Segregation of domestic hazardous waste remains a distant dream for most Indian cities in absence of robust framework and infrastructure.

  • Indore is the only city in the country that safely handles its domestic hazardous waste.

Key Points

  • About:
    • Domestic Hazardous Waste is any chemical or product that can cause serious illness or pose an environmental or health threat if improperly stored, transported or disposed of.
    • When hazardous waste is disposed of in the trash, down the drain, or on the ground, our water and soils can be contaminated or trash collectors can be harmed.
    • Most products labeled dangerous, flammable, poison, combustible and corrosive are considered hazardous waste.
    • Examples: Auto batteries, Fertilizers, Batteries (non-alkaline), Paint.
  • Domestic Hazardous Waste in India:
    • In 2020, a significant level of toxic heavy metals and persistent organic contaminants like pesticides have been found by the researchers from the Indian Institute of Technology (IIT) Delhi and IIT Bombay.
      • They analysed fine particles from eight dump sites across the country.
  • Governing Household Waste:
    • Household waste is governed by the rules outlined in the Solid Waste Management Rules 2016.
    • These rules divide household waste into dry and wet waste.
      • Wet waste is categorised as any waste that decomposes or degrades by itself.
      • All other waste falls into dry waste according to the rules.
  • Issues:
    • Not Fully Covered in Solid Waste Management Rules, 2016:
      • The Solid Waste Management Rules, 2016 define it as “discarded paint drums, pesticide cans, compact fluorescent lightbulbs, tube lights, expired medicines, broken mercury thermometers, used batteries, used needles and syringes and contaminated gauge, etc generated at household levels”.
      • The definition is not exhaustive, and so leaves a lot to the imagination of individual households and local government bodies such as Panchayats and municipalities.
      • For example, the rules leave out cigarette butts even though they contain traces of heavy metals and other chemicals.
    • Not in Ground Translation of Rules:
      • According to the rules, Households must segregate waste into wet, dry and domestic hazardous categories.
      • Local government bodies must collect the hazardous waste, and / or set up collection centres every 20 km so households can deposit it on their own.
      • The local authorities must then safely deliver the collected waste to disposal facilities.
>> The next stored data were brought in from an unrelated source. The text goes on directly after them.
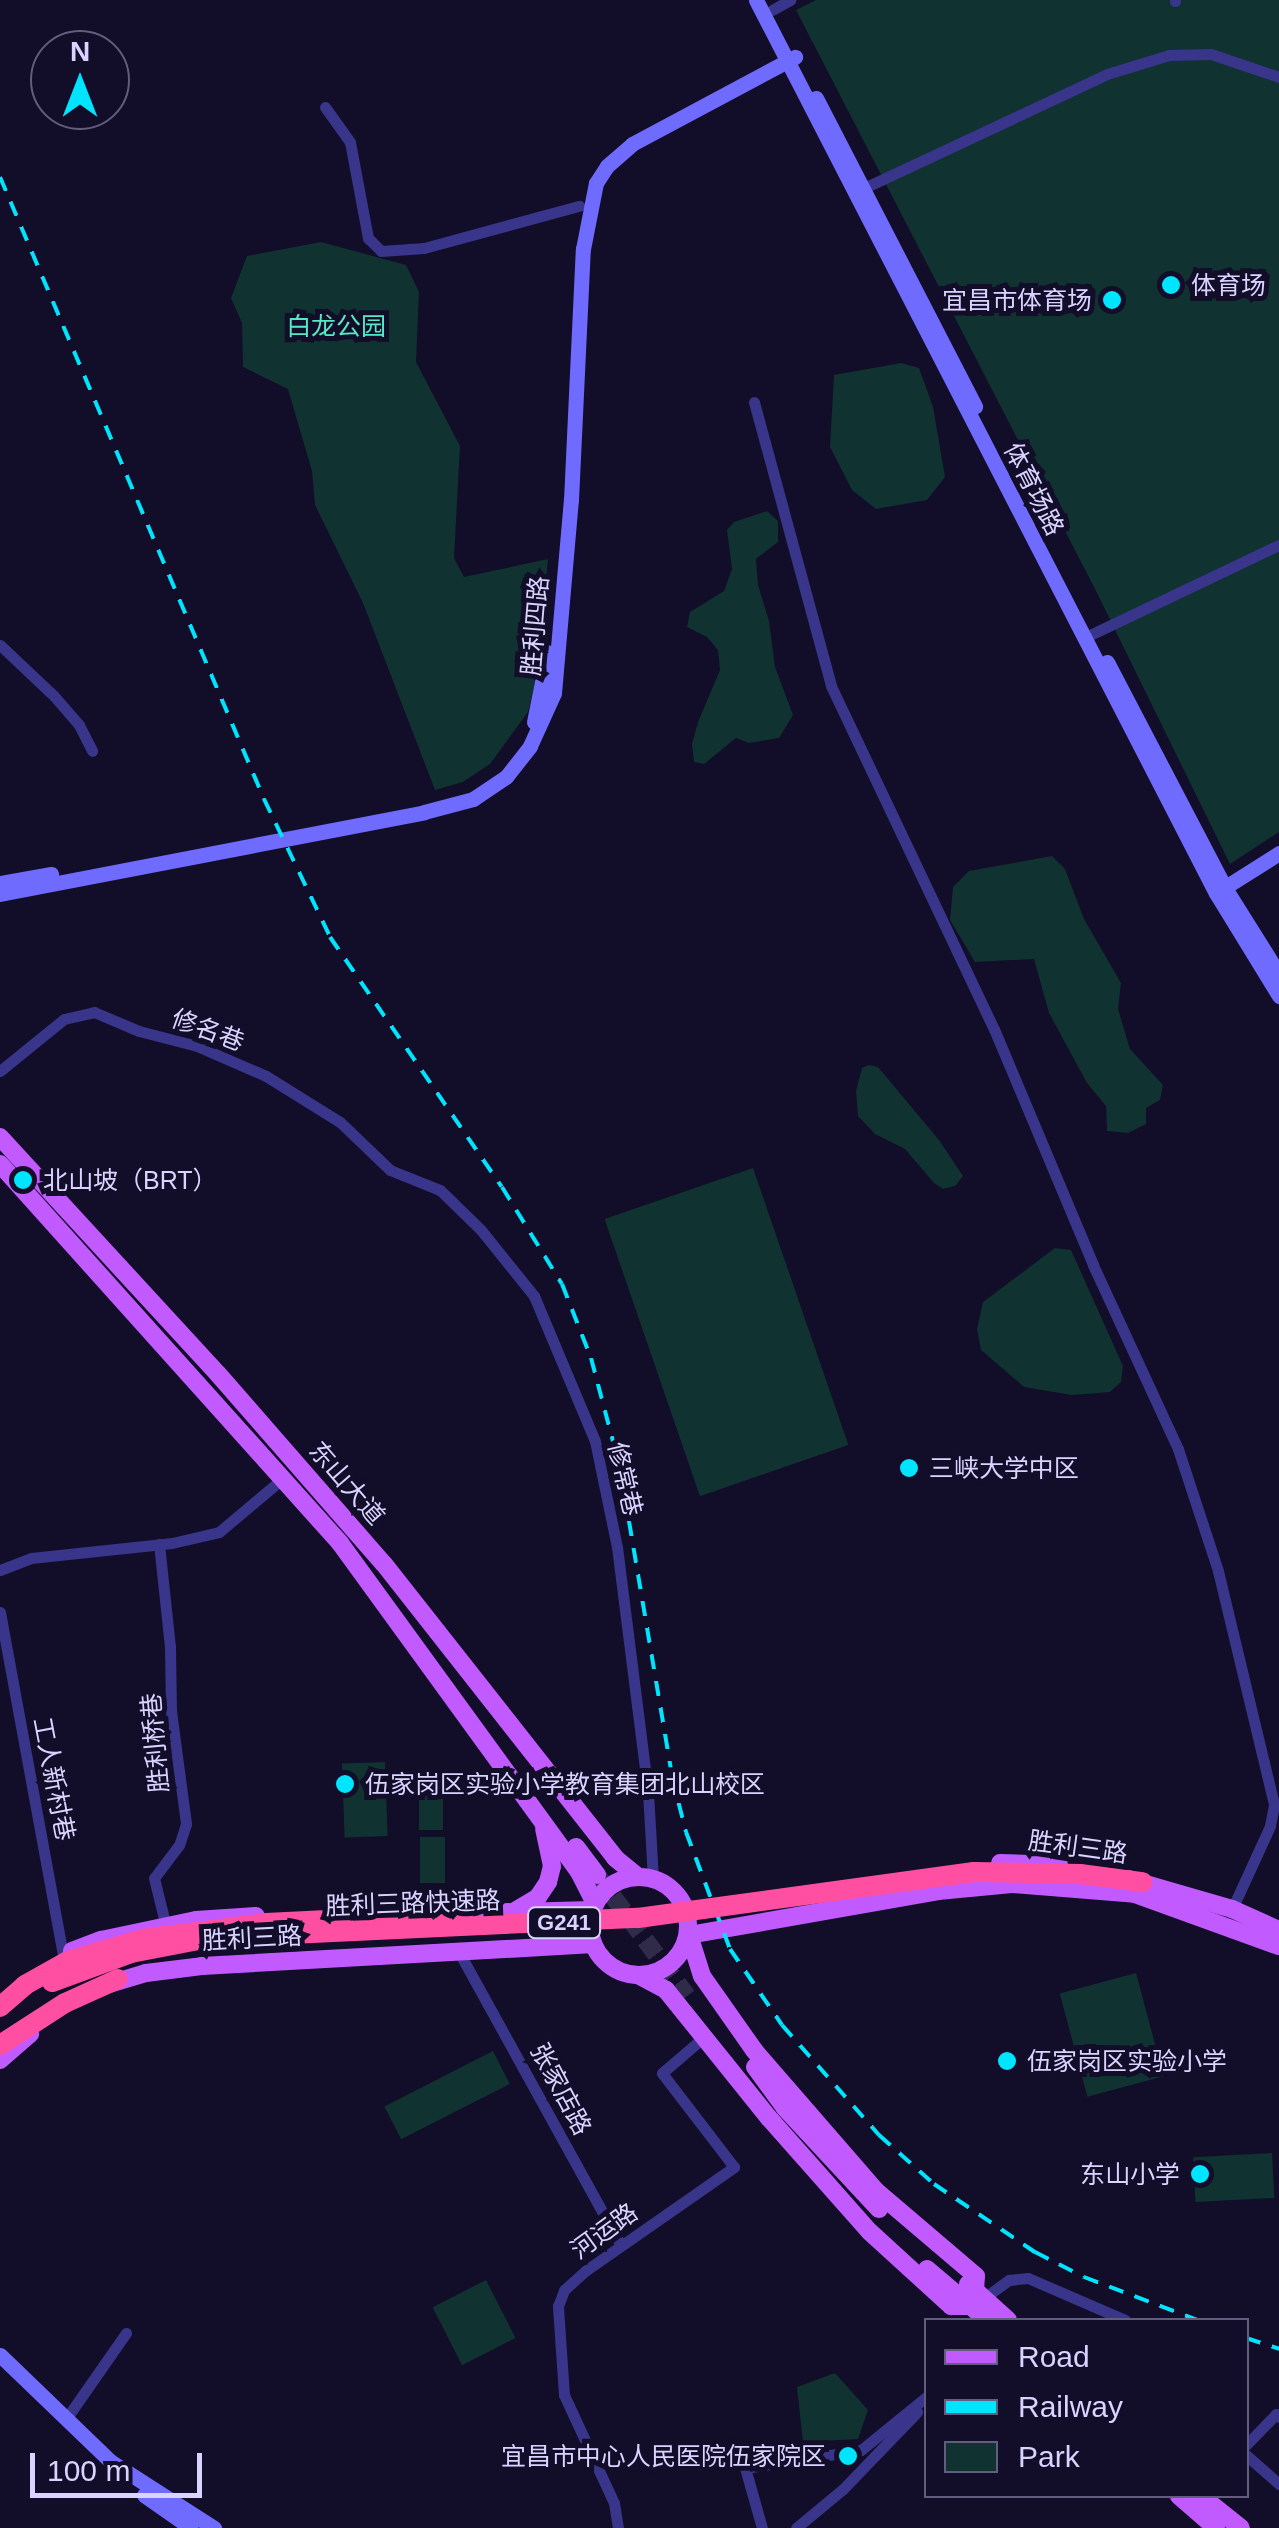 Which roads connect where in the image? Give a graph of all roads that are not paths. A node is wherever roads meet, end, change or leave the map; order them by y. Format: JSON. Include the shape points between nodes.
{"nodes":[{"id":1,"x":756,"y":0,"type":"edge"},
{"id":2,"x":790,"y":0,"type":"edge"},
{"id":3,"x":769,"y":5,"type":"edge"},
{"id":4,"x":789,"y":56,"type":"junction"},
{"id":5,"x":1279,"y":77,"type":"edge"},
{"id":6,"x":326,"y":107,"type":"dead end"},
{"id":7,"x":864,"y":188,"type":"junction"},
{"id":8,"x":579,"y":206,"type":"junction"},
{"id":9,"x":754,"y":402,"type":"dead end"},
{"id":10,"x":1279,"y":545,"type":"edge"},
{"id":11,"x":1092,"y":634,"type":"junction"},
{"id":12,"x":0,"y":645,"type":"edge"},
{"id":13,"x":92,"y":751,"type":"dead end"},
{"id":14,"x":1279,"y":852,"type":"edge"},
{"id":15,"x":0,"y":883,"type":"edge"},
{"id":16,"x":1221,"y":890,"type":"junction"},
{"id":17,"x":0,"y":894,"type":"edge"},
{"id":18,"x":1279,"y":974,"type":"edge"},
{"id":19,"x":1279,"y":996,"type":"edge"},
{"id":20,"x":0,"y":1071,"type":"edge"},
{"id":21,"x":0,"y":1138,"type":"edge"},
{"id":22,"x":0,"y":1164,"type":"edge"},
{"id":23,"x":390,"y":1170,"type":"joint"},
{"id":24,"x":282,"y":1478,"type":"junction"},
{"id":25,"x":356,"y":1532,"type":"junction"},
{"id":26,"x":340,"y":1543,"type":"junction"},
{"id":27,"x":159,"y":1544,"type":"junction"},
{"id":28,"x":0,"y":1570,"type":"edge"},
{"id":29,"x":0,"y":1612,"type":"edge"},
{"id":30,"x":541,"y":1819,"type":"junction"},
{"id":31,"x":645,"y":1877,"type":"junction"},
{"id":32,"x":1138,"y":1888,"type":"junction"},
{"id":33,"x":593,"y":1906,"type":"junction"},
{"id":34,"x":685,"y":1907,"type":"junction"},
{"id":35,"x":1232,"y":1909,"type":"junction"},
{"id":36,"x":514,"y":1912,"type":"junction"},
{"id":37,"x":448,"y":1914,"type":"junction"},
{"id":38,"x":166,"y":1927,"type":"junction"},
{"id":39,"x":1279,"y":1930,"type":"edge"},
{"id":40,"x":689,"y":1935,"type":"junction"},
{"id":41,"x":593,"y":1944,"type":"junction"},
{"id":42,"x":1279,"y":1946,"type":"edge"},
{"id":43,"x":63,"y":1954,"type":"junction"},
{"id":44,"x":460,"y":1954,"type":"junction"},
{"id":45,"x":638,"y":1975,"type":"junction"},
{"id":46,"x":118,"y":1979,"type":"junction"},
{"id":47,"x":55,"y":1988,"type":"junction"},
{"id":48,"x":692,"y":1992,"type":"tunnel mouth"},
{"id":49,"x":0,"y":1994,"type":"edge"},
{"id":50,"x":0,"y":2009,"type":"edge"},
{"id":51,"x":0,"y":2029,"type":"edge"},
{"id":52,"x":704,"y":2036,"type":"junction"},
{"id":53,"x":0,"y":2045,"type":"edge"},
{"id":54,"x":0,"y":2060,"type":"edge"},
{"id":55,"x":621,"y":2246,"type":"junction"},
{"id":56,"x":970,"y":2293,"type":"junction"},
{"id":57,"x":986,"y":2318,"type":"edge"},
{"id":58,"x":1005,"y":2318,"type":"edge"},
{"id":59,"x":1120,"y":2318,"type":"edge"},
{"id":60,"x":126,"y":2333,"type":"dead end"},
{"id":61,"x":0,"y":2354,"type":"edge"},
{"id":62,"x":0,"y":2366,"type":"edge"},
{"id":63,"x":924,"y":2401,"type":"edge"},
{"id":64,"x":924,"y":2401,"type":"edge"},
{"id":65,"x":1279,"y":2417,"type":"edge"},
{"id":66,"x":66,"y":2419,"type":"junction"},
{"id":67,"x":1249,"y":2442,"type":"edge"},
{"id":68,"x":1249,"y":2457,"type":"edge"},
{"id":69,"x":1279,"y":2484,"type":"edge"},
{"id":70,"x":1182,"y":2498,"type":"edge"},
{"id":71,"x":1204,"y":2498,"type":"edge"},
{"id":72,"x":191,"y":2528,"type":"edge"},
{"id":73,"x":214,"y":2528,"type":"edge"},
{"id":74,"x":618,"y":2528,"type":"edge"},
{"id":75,"x":762,"y":2528,"type":"edge"},
{"id":76,"x":796,"y":2528,"type":"edge"},
{"id":77,"x":1216,"y":2528,"type":"edge"},
{"id":78,"x":1240,"y":2528,"type":"edge"}],
"edges":[{"from":1,"to":4,"type":"main road","name":"体育场路"},
{"from":2,"to":3,"type":"street"},
{"from":3,"to":4,"type":"main road","name":"体育场路"},
{"from":4,"to":7,"type":"main road","name":"体育场路"},
{"from":4,"to":8,"type":"main road","name":"胜利四路","via":[[614,146]]},
{"from":4,"to":16,"type":"main road","name":"体育场路"},
{"from":4,"to":17,"type":"main road","name":"胜利四路","via":[[632,144],[596,183],[583,249],[554,693],[530,746],[506,777],[473,799],[424,812]]},
{"from":5,"to":7,"type":"street","via":[[1211,54],[1169,55],[1106,74]]},
{"from":6,"to":8,"type":"street","via":[[350,142],[368,238],[381,252],[424,248]]},
{"from":7,"to":11,"type":"main road","name":"体育场路"},
{"from":8,"to":15,"type":"main road","name":"胜利四路","via":[[564,499],[545,681],[536,719],[518,750],[493,778],[432,802]]},
{"from":9,"to":35,"type":"street","via":[[831,686],[994,1028],[1178,1449],[1218,1572],[1274,1805]]},
{"from":10,"to":11,"type":"street"},
{"from":11,"to":16,"type":"main road","name":"体育场路"},
{"from":12,"to":13,"type":"street","via":[[54,696]]},
{"from":14,"to":16,"type":"main road"},
{"from":16,"to":18,"type":"main road","name":"体育场路"},
{"from":16,"to":19,"type":"main road","name":"体育场路"},
{"from":20,"to":23,"type":"street","name":"修名巷","via":[[64,1019],[94,1012],[266,1076],[340,1122]]},
{"from":21,"to":25,"type":"main road","name":"东山大道"},
{"from":22,"to":24,"type":"main road","name":"东山大道"},
{"from":23,"to":31,"type":"street","name":"修常巷","via":[[440,1190],[534,1296],[595,1440],[617,1547],[648,1792]]},
{"from":24,"to":26,"type":"main road","name":"东山大道"},
{"from":24,"to":27,"type":"street","via":[[219,1532]]},
{"from":25,"to":26,"type":"main road","via":[[602,1871]]},
{"from":25,"to":31,"type":"main road","name":"东山大道","via":[[615,1858]]},
{"from":26,"to":30,"type":"main road","name":"东山大道"},
{"from":27,"to":28,"type":"street","via":[[70,1552]]},
{"from":27,"to":38,"type":"street","name":"胜利桥巷","via":[[186,1824],[179,1846],[154,1878]]},
{"from":29,"to":43,"type":"street","name":"工人新村巷"},
{"from":30,"to":33,"type":"main road","name":"东山大道","via":[[579,1872]]},
{"from":30,"to":36,"type":"main road","via":[[552,1866],[548,1882]]},
{"from":31,"to":33,"type":"main road","via":[[612,1884]]},
{"from":31,"to":34,"type":"main road","via":[[667,1884]]},
{"from":32,"to":34,"type":"main road","name":"胜利三路","number":"G241","via":[[1081,1868],[996,1862]]},
{"from":32,"to":35,"type":"main road","name":"胜利三路","number":"G241"},
{"from":32,"to":40,"type":"main road","name":"胜利三路","number":"G241","via":[[976,1886]]},
{"from":32,"to":42,"type":"main road","name":"胜利三路","number":"G241"},
{"from":32,"to":47,"type":"highway","name":"胜利三路快速路","number":"G241","via":[[1079,1878],[975,1880],[713,1923],[568,1936],[207,1949],[136,1962]]},
{"from":33,"to":36,"type":"main road","name":"胜利三路"},
{"from":33,"to":41,"type":"main road"},
{"from":34,"to":40,"type":"main road"},
{"from":35,"to":39,"type":"main road","name":"胜利三路","number":"G241"},
{"from":36,"to":37,"type":"main road","name":"胜利三路"},
{"from":37,"to":38,"type":"main road","name":"胜利三路","via":[[238,1917]]},
{"from":37,"to":50,"type":"highway","via":[[266,1923],[143,1939],[68,1961]]},
{"from":38,"to":43,"type":"main road","name":"胜利三路"},
{"from":40,"to":45,"type":"main road","via":[[674,1961]]},
{"from":40,"to":56,"type":"main road","via":[[702,1976],[754,2050],[876,2191],[976,2276]]},
{"from":41,"to":44,"type":"main road","name":"胜利三路"},
{"from":41,"to":45,"type":"main road","via":[[611,1966]]},
{"from":43,"to":49,"type":"main road","name":"胜利三路"},
{"from":44,"to":46,"type":"main road","name":"胜利三路","via":[[202,1966]]},
{"from":44,"to":55,"type":"street","name":"张家店路"},
{"from":45,"to":52,"type":"main road","via":[[666,1990]]},
{"from":46,"to":53,"type":"highway"},
{"from":46,"to":54,"type":"main road","name":"胜利三路","via":[[46,2022]]},
{"from":47,"to":50,"type":"highway","number":"G241"},
{"from":47,"to":51,"type":"highway","number":"G241"},
{"from":48,"to":56,"type":"main road","via":[[874,2226]]},
{"from":52,"to":55,"type":"street","name":"河运路","via":[[662,2072],[734,2167]]},
{"from":52,"to":56,"type":"main road","via":[[870,2232],[951,2306]]},
{"from":55,"to":74,"type":"street","name":"河运路","via":[[564,2290],[557,2322],[564,2395],[614,2502]]},
{"from":56,"to":57,"type":"main road"},
{"from":56,"to":58,"type":"main road"},
{"from":56,"to":59,"type":"street","via":[[1028,2278]]},
{"from":60,"to":66,"type":"street"},
{"from":61,"to":66,"type":"main road"},
{"from":62,"to":72,"type":"main road","via":[[105,2467]]},
{"from":63,"to":75,"type":"street","via":[[862,2450],[746,2468]]},
{"from":64,"to":76,"type":"street","via":[[843,2489]]},
{"from":65,"to":67,"type":"street"},
{"from":66,"to":73,"type":"main road","via":[[110,2461]]},
{"from":68,"to":69,"type":"street"},
{"from":70,"to":77,"type":"main road"},
{"from":71,"to":78,"type":"main road"}]} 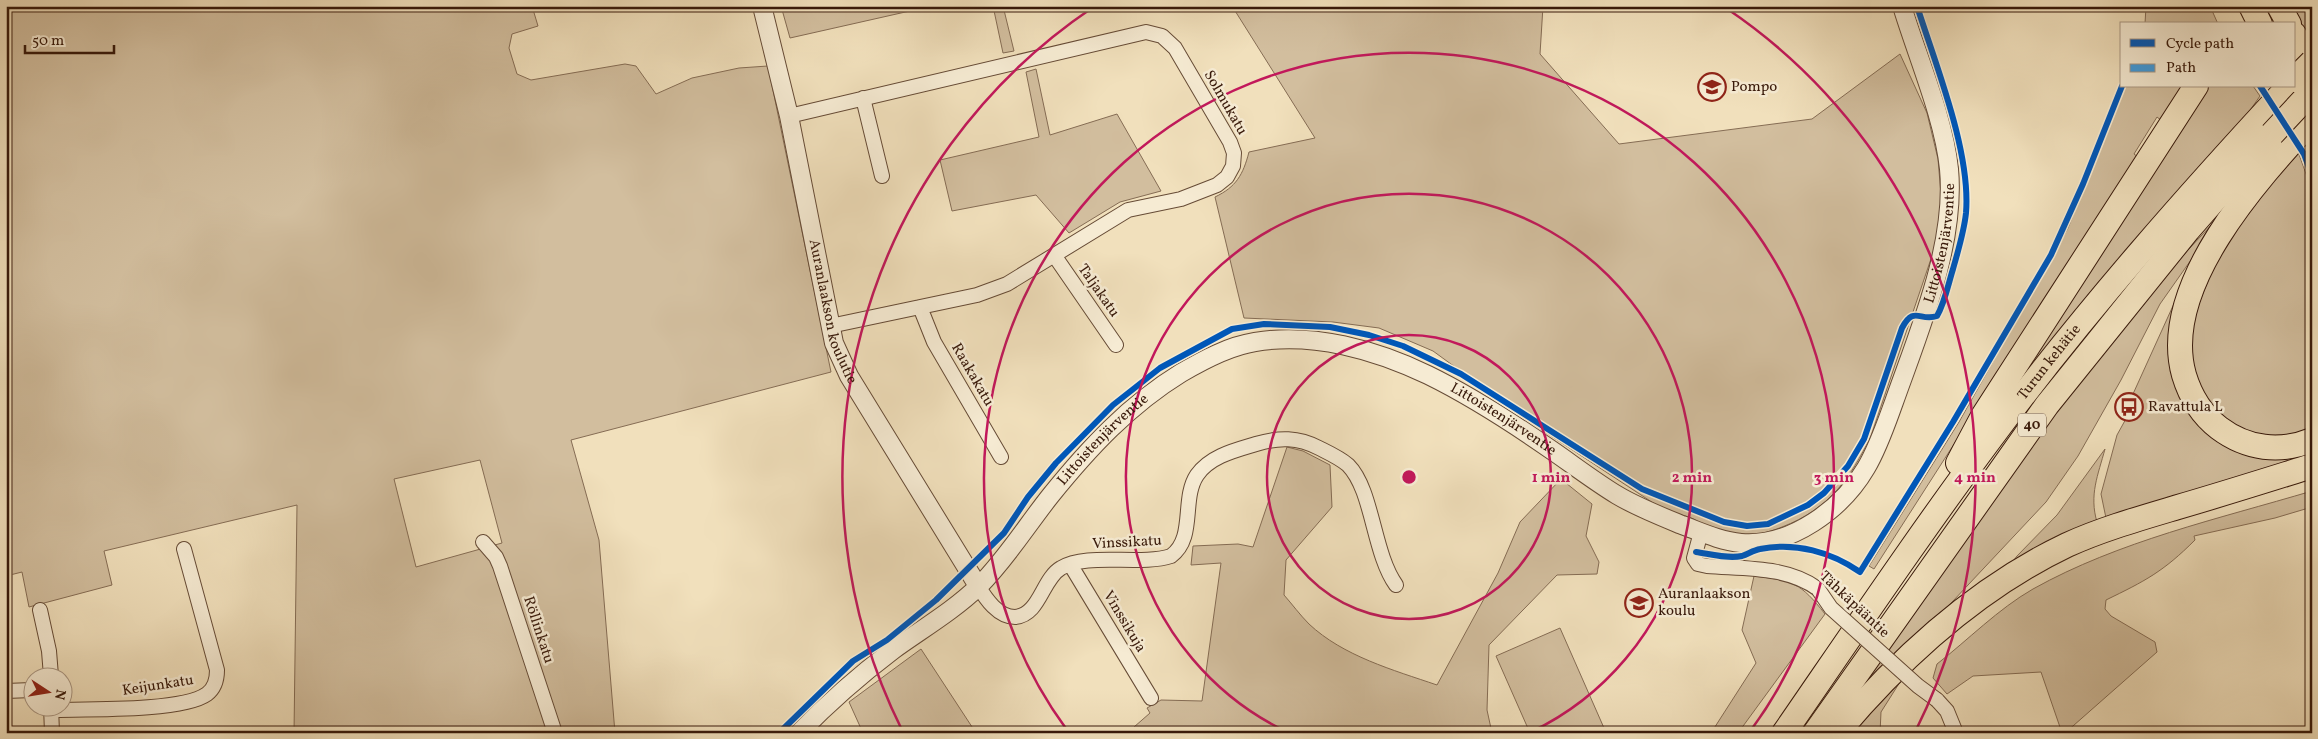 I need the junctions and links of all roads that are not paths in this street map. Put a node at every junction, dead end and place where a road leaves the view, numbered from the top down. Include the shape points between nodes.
1 (762, 6) edge
2 (1902, 6) edge
3 (2251, 6) edge
4 (2279, 6) edge
5 (2259, 22) edge
6 (2287, 22) edge
7 (2296, 39) edge
8 (2312, 63) edge
9 (2296, 78) edge
10 (2195, 88) edge
11 (2288, 88) edge
12 (2295, 88) edge
13 (2312, 91) edge
14 (864, 98) junction
15 (789, 116) junction
16 (2312, 119) edge
17 (2272, 134) junction
18 (882, 176) dead end
19 (1054, 255) junction
20 (920, 307) junction
21 (830, 326) junction
22 (1116, 345) dead end
23 (2312, 440) edge
24 (1001, 457) dead end
25 (2312, 466) edge
26 (1701, 532) junction
27 (1916, 541) junction
28 (483, 542) dead end
29 (184, 549) dead end
30 (1070, 564) junction
31 (1396, 585) dead end
32 (978, 586) junction
33 (40, 610) dead end
34 (50, 666) edge
35 (22, 690) edge
36 (6, 691) edge
37 (1151, 698) dead end
38 (72, 708) edge
39 (51, 716) edge
40 (52, 733) edge
41 (555, 733) edge
42 (799, 733) edge
43 (1784, 733) edge
44 (1815, 733) edge
45 (1837, 733) edge
46 (1956, 733) edge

The rules also direct the authorities to develop the necessary infrastructure and sensitise people by 2018.
      • But none of these requirements have been translated on the ground.
    • Not Enough Disposal Facilities:
      • Even if the waste is collected, the country does not have enough disposal facilities to safely treat them.
      • A disposal facility typically has engineered landfills that stop the percolation of toxic leachate into the ground, and / or controlled incinerators.
        • Currently, there are only 45 of these facilities, as per the Handbook on Chemicals and Hazardous Waste Management and Handling in India released in 2019 by the Union Ministry of Environment, Forest and Climate Change.

Way Forward

  • Given the poor performance, the country may consider including hazardous waste under Extended Producer Responsibility (EPR).
    • Under Extended Producer Responsibility (EPR), manufacturers have the responsibility of collecting and channeling their post-consumer products.
    • India currently has an EPR policy only for plastic products and electronic and electrical equipment. In Canada, domestic hazardous waste has been under EPR since the 1990s.
    • The policy has relieved the government and taxpayers of the cost of domestic hazardous waste collection.
  • The authorities must also ensure safe storage of the waste and its transportation to the hazardous waste disposal facility.
    • Since, it is the responsibility of the municipal authorities under the Solid Waste Management Rules, 2016, to collect hazardous waste quarterly or periodically, and/or set up deposit centres where such waste can be dropped off by waste generators.